── Records provided
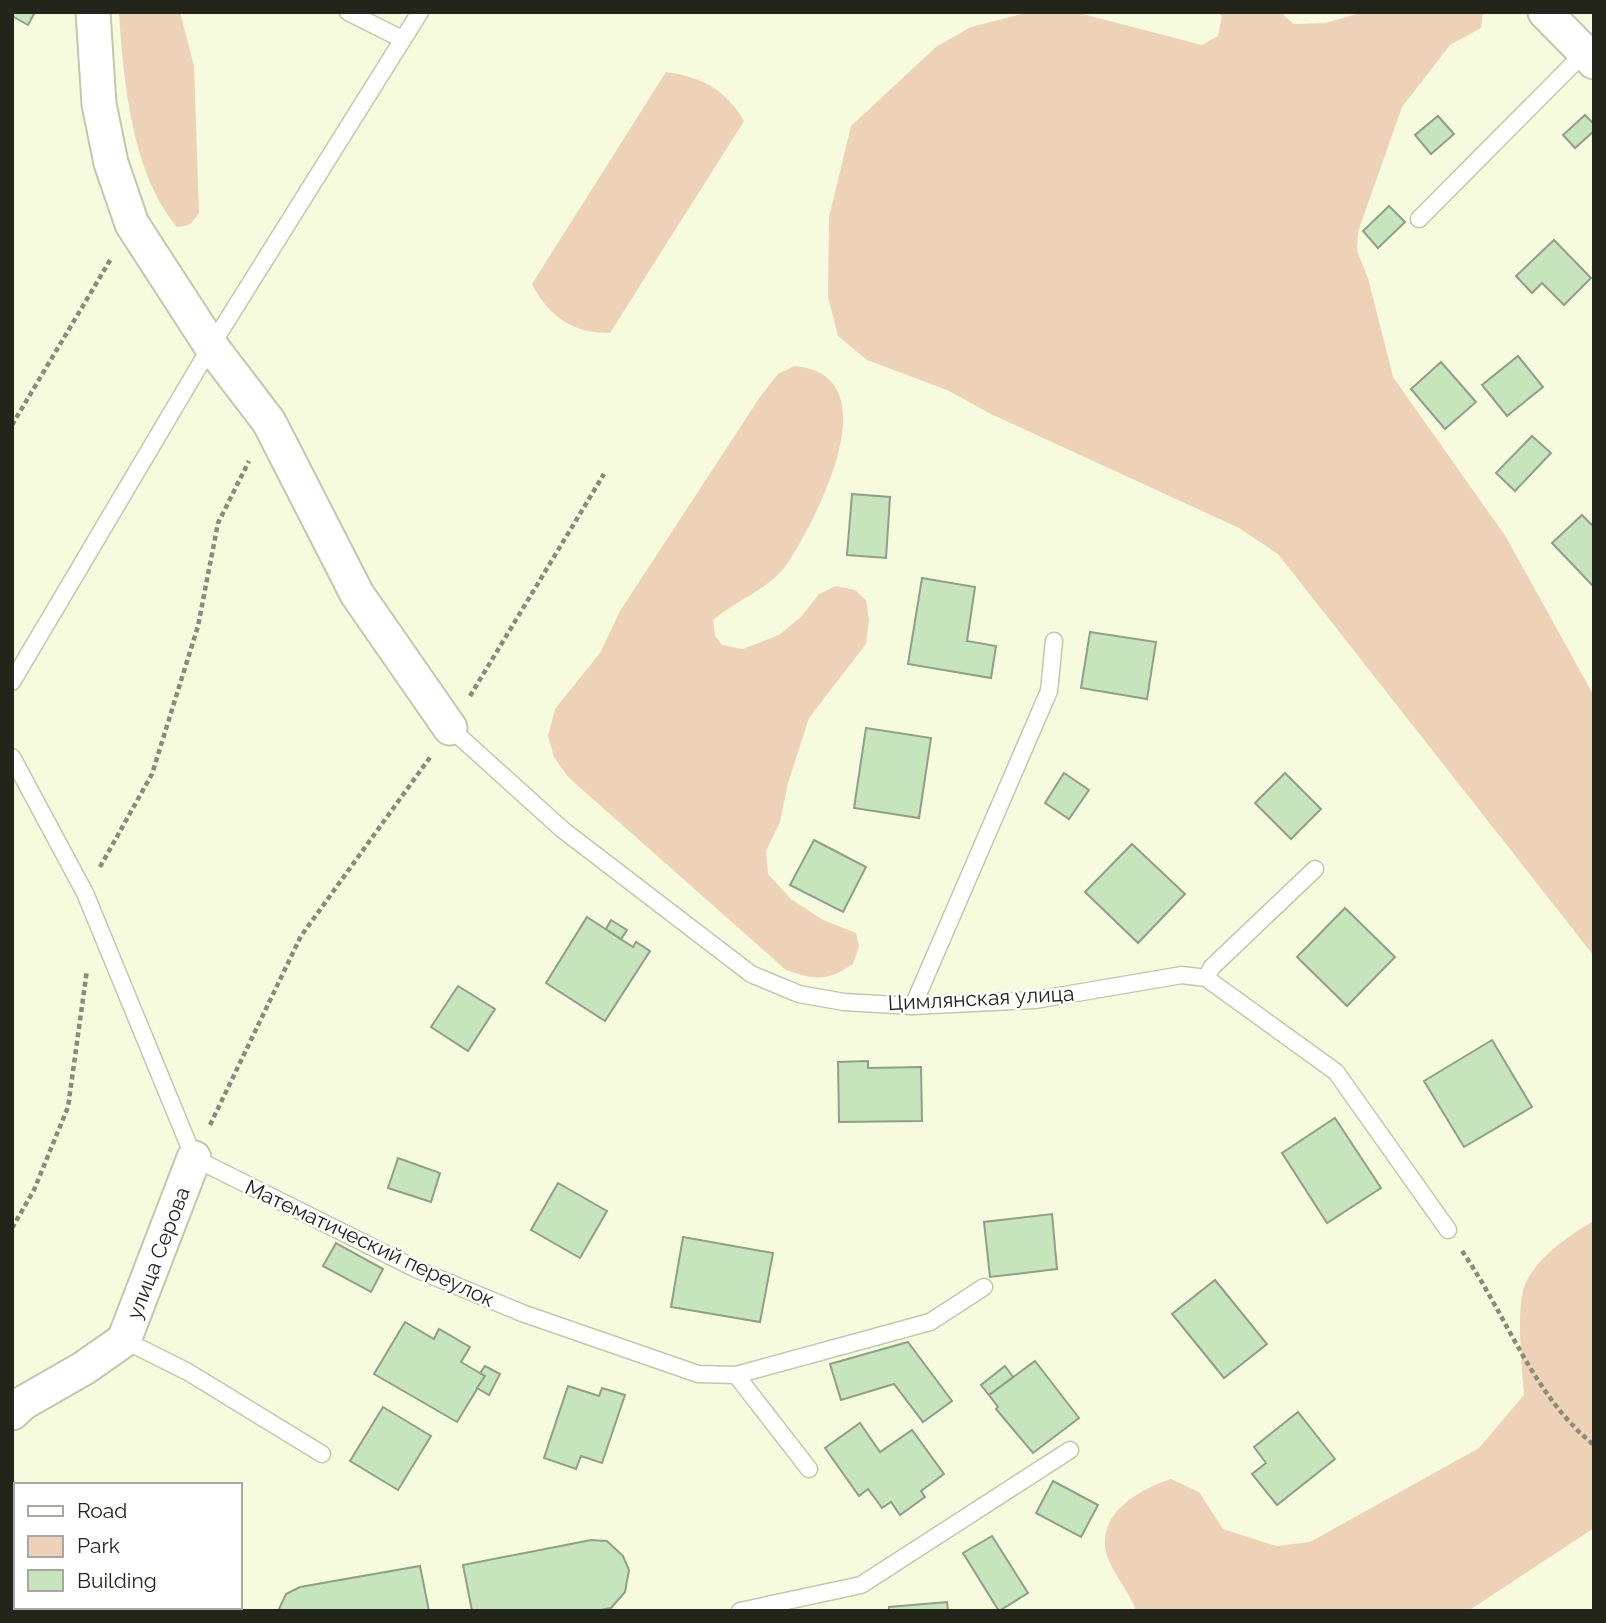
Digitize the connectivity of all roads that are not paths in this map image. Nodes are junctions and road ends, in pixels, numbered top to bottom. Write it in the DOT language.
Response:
graph roads {
  1 [pos="93,12"];
  2 [pos="348,12"];
  3 [pos="420,12"];
  4 [pos="1548,14"];
  5 [pos="402,38"];
  6 [pos="1588,58"];
  7 [pos="1419,219"];
  8 [pos="211,346"];
  9 [pos="1054,640"];
  10 [pos="12,682"];
  11 [pos="450,728"];
  12 [pos="12,757"];
  13 [pos="1315,869"];
  14 [pos="1206,978"];
  15 [pos="913,1006"];
  16 [pos="194,1158"];
  17 [pos="1448,1230"];
  18 [pos="984,1287"];
  19 [pos="124,1340"];
  20 [pos="736,1375"];
  21 [pos="12,1413"];
  22 [pos="1070,1450"];
  23 [pos="322,1454"];
  24 [pos="809,1468"];
  25 [pos="740,1611"];
  1 -- 8 [label="street"];
  2 -- 5 [label="lane"];
  3 -- 5 [label="lane"];
  4 -- 6 [label="street"];
  5 -- 8 [label="lane"];
  6 -- 7 [label="lane"];
  8 -- 10 [label="lane"];
  8 -- 11 [label="street"];
  9 -- 15 [label="lane"];
  11 -- 15 [label="lane, Цимлянская улица"];
  12 -- 16 [label="lane"];
  13 -- 14 [label="lane"];
  14 -- 15 [label="lane, Цимлянская улица"];
  14 -- 17 [label="lane"];
  16 -- 19 [label="street, улица Серова"];
  16 -- 20 [label="lane, Математический переулок"];
  18 -- 20 [label="lane, Математический переулок"];
  19 -- 21 [label="street, улица Серова"];
  19 -- 23 [label="lane"];
  20 -- 24 [label="lane"];
  22 -- 25 [label="lane"];
}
────
**What you should do:** Output the entries above verbatim, leaving out images.

**Written response:**
Digitize the connectivity of all roads that are not paths in this map image. Nodes are junctions and road ends, in pixels, numbered top to bottom. Write it in the DOT language.
Response:
graph roads {
  1 [pos="93,12"];
  2 [pos="348,12"];
  3 [pos="420,12"];
  4 [pos="1548,14"];
  5 [pos="402,38"];
  6 [pos="1588,58"];
  7 [pos="1419,219"];
  8 [pos="211,346"];
  9 [pos="1054,640"];
  10 [pos="12,682"];
  11 [pos="450,728"];
  12 [pos="12,757"];
  13 [pos="1315,869"];
  14 [pos="1206,978"];
  15 [pos="913,1006"];
  16 [pos="194,1158"];
  17 [pos="1448,1230"];
  18 [pos="984,1287"];
  19 [pos="124,1340"];
  20 [pos="736,1375"];
  21 [pos="12,1413"];
  22 [pos="1070,1450"];
  23 [pos="322,1454"];
  24 [pos="809,1468"];
  25 [pos="740,1611"];
  1 -- 8 [label="street"];
  2 -- 5 [label="lane"];
  3 -- 5 [label="lane"];
  4 -- 6 [label="street"];
  5 -- 8 [label="lane"];
  6 -- 7 [label="lane"];
  8 -- 10 [label="lane"];
  8 -- 11 [label="street"];
  9 -- 15 [label="lane"];
  11 -- 15 [label="lane, Цимлянская улица"];
  12 -- 16 [label="lane"];
  13 -- 14 [label="lane"];
  14 -- 15 [label="lane, Цимлянская улица"];
  14 -- 17 [label="lane"];
  16 -- 19 [label="street, улица Серова"];
  16 -- 20 [label="lane, Математический переулок"];
  18 -- 20 [label="lane, Математический переулок"];
  19 -- 21 [label="street, улица Серова"];
  19 -- 23 [label="lane"];
  20 -- 24 [label="lane"];
  22 -- 25 [label="lane"];
}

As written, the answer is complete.